En contraste a ese glamour, pensé en las autocaravanas aparcadas a la orilla de la carretera que sirven de vivienda a aquellos que no tienen techo y que he visto multiplicarse desde que llegué a Los Ángeles en marzo de 2022.
“Hablé con Jose (el tipo que vive en una RV con su familia) y están bien, lejos de la zona (de Palisades)”, escribió en un story de Instagram un fotógrafo e instructor de surf que recorre cada mañana las playas desde Malibú a Sunset.

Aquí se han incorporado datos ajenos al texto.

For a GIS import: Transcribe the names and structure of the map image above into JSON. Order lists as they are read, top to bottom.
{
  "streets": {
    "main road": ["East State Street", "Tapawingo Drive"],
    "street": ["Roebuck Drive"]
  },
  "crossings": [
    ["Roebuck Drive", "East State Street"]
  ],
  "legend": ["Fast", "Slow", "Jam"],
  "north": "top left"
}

“Randy decidió quedarse, pero uno de los centros de comando (de los bomberos) está en el cruce de PCH con Sunset (Boulevard) y espero que lo hagan evacuar”, añadió.
Sin embargo, con varios frentes abiertos, los servicios de emergencia no dan abasto. “Lo estamos haciendo lo mejor posible pero no tenemos suficiente personal”, le reconoció a Los Angeles Times el jefe de bomberos del condado, Anthony Marrone.
El condado de Los Ángeles cuenta con 9.000 efectivos, entre el departamento de bomberos y otras agencias.
Pero apenas pudieron descansar desde mediados de diciembre, cuando un incendio llamado Franklin devoró durante nueve días las colinas de Malibú. Noviembre fue otro mes de apagar fuegos.
Y es que Los Ángeles es particularmente vulnerable a los incendios,ya que los barrios ricos y suburbios se encuentran con la naturaleza y se extienden cual laberinto entre cañones y cadenas montañosas.
Para asistirlos esta vez, departamentos de bomberos de condados vecinos mandaron refuerzos, y Marrone pidió ayuda más allá del estado, llamado al que ya respondieron Nevada, Oregón y Washington.
Mientras, decenas de voluntarios se lanzaron a colaborar.
Iniciaron colectas para aquellos que tuvieron que correr a albergues, para los que se quedaron sin nada, los que sacaron de residencias de ancianos o centros para menores.
Yo seguí revisando cada 10 minutos la página del gobierno estatal que refleja el avance de los incendios a tiempo real en California, especificando daños y marcando zonas de evacuación: en amarillo cuando es sugerida, en rojo cuando es ya obligatoria.
Y viendo la línea de desalojo acercarse a la calle en la que vivo con mi familia, empacamos los enseres básicos en el coche.
Precavidos y para evitar atascos, el miércoles al mediodía dejamos atrás Santa Mónica.
De camino al hotel leí que ya habían empezado el desalojo obligatorio de mi barrio.